HOW TO COMPLETE THIS TASK. Each word in the data below should be copied exactly; the images should not.

(Saved entries)
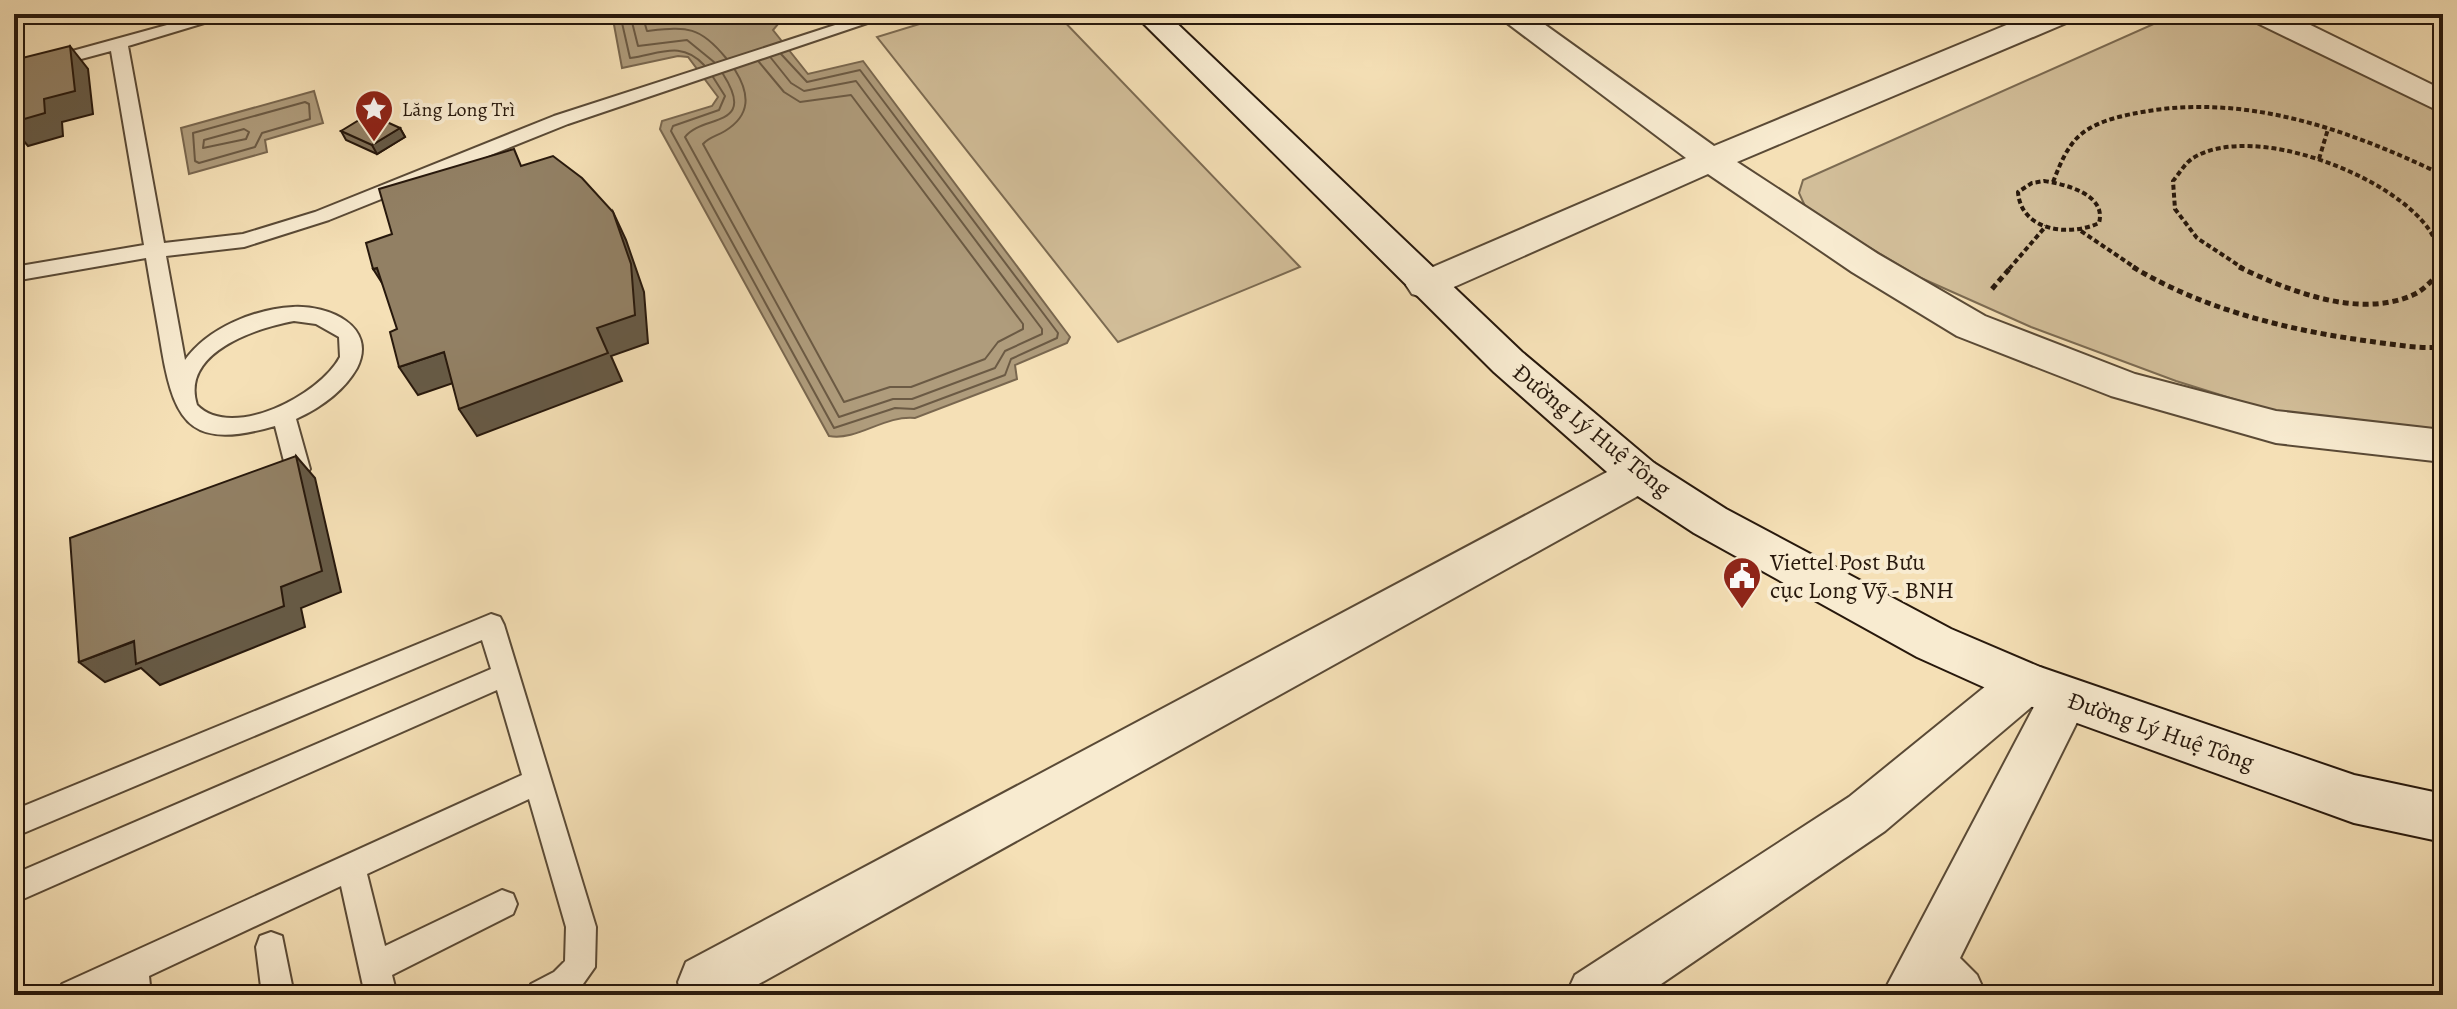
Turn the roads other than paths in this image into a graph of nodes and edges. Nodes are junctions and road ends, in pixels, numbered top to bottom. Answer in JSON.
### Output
{"nodes":[{"id":1,"x":226,"y":14,"type":"edge"},
{"id":2,"x":886,"y":14,"type":"edge"},
{"id":3,"x":1149,"y":14,"type":"edge"},
{"id":4,"x":1510,"y":14,"type":"edge"},
{"id":5,"x":2060,"y":14,"type":"edge"},
{"id":6,"x":2264,"y":14,"type":"edge"},
{"id":7,"x":119,"y":45,"type":"junction"},
{"id":8,"x":14,"y":72,"type":"edge"},
{"id":9,"x":2443,"y":103,"type":"edge"},
{"id":10,"x":1711,"y":160,"type":"junction"},
{"id":11,"x":154,"y":251,"type":"junction"},
{"id":12,"x":14,"y":274,"type":"edge"},
{"id":13,"x":1425,"y":285,"type":"junction"},
{"id":14,"x":181,"y":397,"type":"junction"},
{"id":15,"x":284,"y":415,"type":"junction"},
{"id":16,"x":2443,"y":446,"type":"edge"},
{"id":17,"x":298,"y":469,"type":"edge"},
{"id":18,"x":1639,"y":475,"type":"junction"},
{"id":19,"x":506,"y":674,"type":"junction"},
{"id":20,"x":2045,"y":690,"type":"junction"},
{"id":21,"x":537,"y":781,"type":"junction"},
{"id":22,"x":2443,"y":818,"type":"edge"},
{"id":23,"x":14,"y":824,"type":"edge"},
{"id":24,"x":351,"y":867,"type":"junction"},
{"id":25,"x":14,"y":889,"type":"edge"},
{"id":26,"x":502,"y":904,"type":"dead end"},
{"id":27,"x":271,"y":947,"type":"dead end"},
{"id":28,"x":134,"y":981,"type":"edge"},
{"id":29,"x":378,"y":982,"type":"edge"},
{"id":30,"x":1931,"y":985,"type":"edge"},
{"id":31,"x":699,"y":991,"type":"edge"},
{"id":32,"x":275,"y":994,"type":"edge"},
{"id":33,"x":73,"y":995,"type":"edge"},
{"id":34,"x":542,"y":995,"type":"edge"},
{"id":35,"x":1595,"y":995,"type":"edge"}],
"edges":[{"from":1,"to":7,"type":"lane"},
{"from":2,"to":11,"type":"lane"},
{"from":3,"to":13,"type":"street","name":"Đường Lý Huệ Tông"},
{"from":4,"to":10,"type":"street"},
{"from":5,"to":10,"type":"street"},
{"from":6,"to":9,"type":"street"},
{"from":7,"to":8,"type":"lane"},
{"from":7,"to":11,"type":"lane"},
{"from":10,"to":13,"type":"street"},
{"from":10,"to":16,"type":"street"},
{"from":11,"to":12,"type":"lane"},
{"from":11,"to":14,"type":"lane"},
{"from":13,"to":18,"type":"street","name":"Đường Lý Huệ Tông"},
{"from":14,"to":15,"type":"lane"},
{"from":14,"to":15,"type":"lane"},
{"from":15,"to":17,"type":"lane"},
{"from":18,"to":20,"type":"street","name":"Đường Lý Huệ Tông"},
{"from":18,"to":31,"type":"street"},
{"from":19,"to":21,"type":"lane"},
{"from":19,"to":23,"type":"lane"},
{"from":19,"to":25,"type":"lane"},
{"from":20,"to":22,"type":"street","name":"Đường Lý Huệ Tông"},
{"from":20,"to":30,"type":"street"},
{"from":20,"to":35,"type":"street"},
{"from":21,"to":24,"type":"lane"},
{"from":21,"to":34,"type":"lane"},
{"from":24,"to":28,"type":"lane"},
{"from":24,"to":29,"type":"lane"},
{"from":26,"to":29,"type":"lane"},
{"from":27,"to":32,"type":"lane"},
{"from":28,"to":33,"type":"lane"}]}
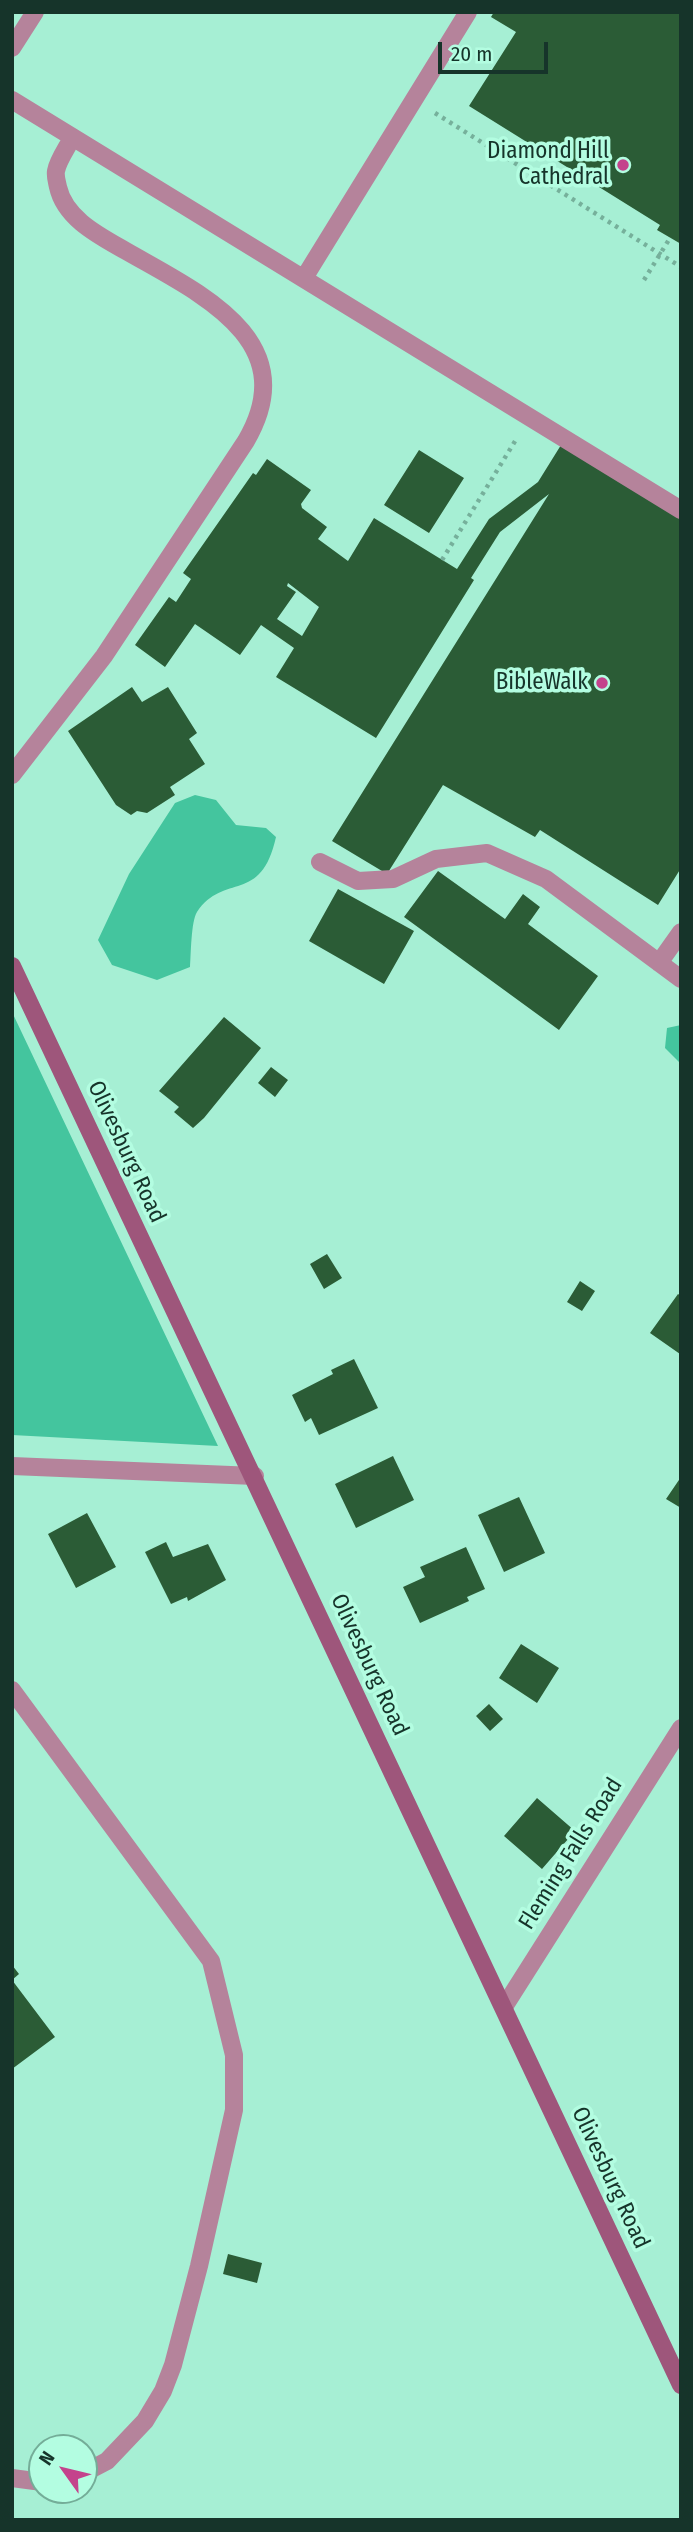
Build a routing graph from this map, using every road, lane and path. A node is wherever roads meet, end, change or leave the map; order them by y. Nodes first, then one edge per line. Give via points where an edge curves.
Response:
1 (35, 12) edge
2 (468, 12) edge
3 (12, 48) edge
4 (12, 100) edge
5 (429, 109) dead end
6 (72, 138) junction
7 (670, 238) dead end
8 (660, 254) junction
9 (681, 267) edge
10 (304, 278) junction
11 (644, 280) dead end
12 (530, 418) junction
13 (681, 510) edge
14 (442, 560) dead end
15 (12, 775) edge
16 (320, 862) dead end
17 (681, 932) edge
18 (659, 963) junction
19 (12, 966) edge
20 (681, 979) edge
21 (12, 1466) edge
22 (255, 1476) junction
23 (12, 1690) edge
24 (681, 1728) edge
25 (503, 2007) junction
26 (681, 2385) edge
27 (98, 2466) edge

1 - 3 street
2 - 10 street
4 - 6 street
5 - 8 path
6 - 10 street
6 - 15 street via 55,173 61,198 76,218 97,235 186,285 235,321 259,359 264,394 259,418 239,452 104,656
7 - 8 path
8 - 9 path
8 - 11 path
10 - 12 street
12 - 13 street
12 - 14 path
16 - 18 street via 358,881 393,879 436,859 487,853 546,879
17 - 18 street
18 - 20 street
19 - 22 main road, Olivesburg Road
21 - 22 street
22 - 25 main road, Olivesburg Road
23 - 27 street via 211,1961 234,2055 234,2110 173,2365 145,2421
24 - 25 street, Fleming Falls Road
25 - 26 main road, Olivesburg Road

WRITTEN SOLUTION.
Turn the roads other than paths in this image into a graph of nodes and edges. Nodes are junctions and road ends, in pixels, numbered top to bottom. Answer in JSON.
### Output
{"nodes":[{"id":1,"x":226,"y":14,"type":"edge"},
{"id":2,"x":886,"y":14,"type":"edge"},
{"id":3,"x":1149,"y":14,"type":"edge"},
{"id":4,"x":1510,"y":14,"type":"edge"},
{"id":5,"x":2060,"y":14,"type":"edge"},
{"id":6,"x":2264,"y":14,"type":"edge"},
{"id":7,"x":119,"y":45,"type":"junction"},
{"id":8,"x":14,"y":72,"type":"edge"},
{"id":9,"x":2443,"y":103,"type":"edge"},
{"id":10,"x":1711,"y":160,"type":"junction"},
{"id":11,"x":154,"y":251,"type":"junction"},
{"id":12,"x":14,"y":274,"type":"edge"},
{"id":13,"x":1425,"y":285,"type":"junction"},
{"id":14,"x":181,"y":397,"type":"junction"},
{"id":15,"x":284,"y":415,"type":"junction"},
{"id":16,"x":2443,"y":446,"type":"edge"},
{"id":17,"x":298,"y":469,"type":"edge"},
{"id":18,"x":1639,"y":475,"type":"junction"},
{"id":19,"x":506,"y":674,"type":"junction"},
{"id":20,"x":2045,"y":690,"type":"junction"},
{"id":21,"x":537,"y":781,"type":"junction"},
{"id":22,"x":2443,"y":818,"type":"edge"},
{"id":23,"x":14,"y":824,"type":"edge"},
{"id":24,"x":351,"y":867,"type":"junction"},
{"id":25,"x":14,"y":889,"type":"edge"},
{"id":26,"x":502,"y":904,"type":"dead end"},
{"id":27,"x":271,"y":947,"type":"dead end"},
{"id":28,"x":134,"y":981,"type":"edge"},
{"id":29,"x":378,"y":982,"type":"edge"},
{"id":30,"x":1931,"y":985,"type":"edge"},
{"id":31,"x":699,"y":991,"type":"edge"},
{"id":32,"x":275,"y":994,"type":"edge"},
{"id":33,"x":73,"y":995,"type":"edge"},
{"id":34,"x":542,"y":995,"type":"edge"},
{"id":35,"x":1595,"y":995,"type":"edge"}],
"edges":[{"from":1,"to":7,"type":"lane"},
{"from":2,"to":11,"type":"lane"},
{"from":3,"to":13,"type":"street","name":"Đường Lý Huệ Tông"},
{"from":4,"to":10,"type":"street"},
{"from":5,"to":10,"type":"street"},
{"from":6,"to":9,"type":"street"},
{"from":7,"to":8,"type":"lane"},
{"from":7,"to":11,"type":"lane"},
{"from":10,"to":13,"type":"street"},
{"from":10,"to":16,"type":"street"},
{"from":11,"to":12,"type":"lane"},
{"from":11,"to":14,"type":"lane"},
{"from":13,"to":18,"type":"street","name":"Đường Lý Huệ Tông"},
{"from":14,"to":15,"type":"lane"},
{"from":14,"to":15,"type":"lane"},
{"from":15,"to":17,"type":"lane"},
{"from":18,"to":20,"type":"street","name":"Đường Lý Huệ Tông"},
{"from":18,"to":31,"type":"street"},
{"from":19,"to":21,"type":"lane"},
{"from":19,"to":23,"type":"lane"},
{"from":19,"to":25,"type":"lane"},
{"from":20,"to":22,"type":"street","name":"Đường Lý Huệ Tông"},
{"from":20,"to":30,"type":"street"},
{"from":20,"to":35,"type":"street"},
{"from":21,"to":24,"type":"lane"},
{"from":21,"to":34,"type":"lane"},
{"from":24,"to":28,"type":"lane"},
{"from":24,"to":29,"type":"lane"},
{"from":26,"to":29,"type":"lane"},
{"from":27,"to":32,"type":"lane"},
{"from":28,"to":33,"type":"lane"}]}
Build a routing graph from this map, using every road, lane and path. A node is wherever roads meet, end, change or leave the map; order them by y. Nodes first, then one edge per line. Give via points where an edge curves.
Response:
1 (35, 12) edge
2 (468, 12) edge
3 (12, 48) edge
4 (12, 100) edge
5 (429, 109) dead end
6 (72, 138) junction
7 (670, 238) dead end
8 (660, 254) junction
9 (681, 267) edge
10 (304, 278) junction
11 (644, 280) dead end
12 (530, 418) junction
13 (681, 510) edge
14 (442, 560) dead end
15 (12, 775) edge
16 (320, 862) dead end
17 (681, 932) edge
18 (659, 963) junction
19 (12, 966) edge
20 (681, 979) edge
21 (12, 1466) edge
22 (255, 1476) junction
23 (12, 1690) edge
24 (681, 1728) edge
25 (503, 2007) junction
26 (681, 2385) edge
27 (98, 2466) edge

1 - 3 street
2 - 10 street
4 - 6 street
5 - 8 path
6 - 10 street
6 - 15 street via 55,173 61,198 76,218 97,235 186,285 235,321 259,359 264,394 259,418 239,452 104,656
7 - 8 path
8 - 9 path
8 - 11 path
10 - 12 street
12 - 13 street
12 - 14 path
16 - 18 street via 358,881 393,879 436,859 487,853 546,879
17 - 18 street
18 - 20 street
19 - 22 main road, Olivesburg Road
21 - 22 street
22 - 25 main road, Olivesburg Road
23 - 27 street via 211,1961 234,2055 234,2110 173,2365 145,2421
24 - 25 street, Fleming Falls Road
25 - 26 main road, Olivesburg Road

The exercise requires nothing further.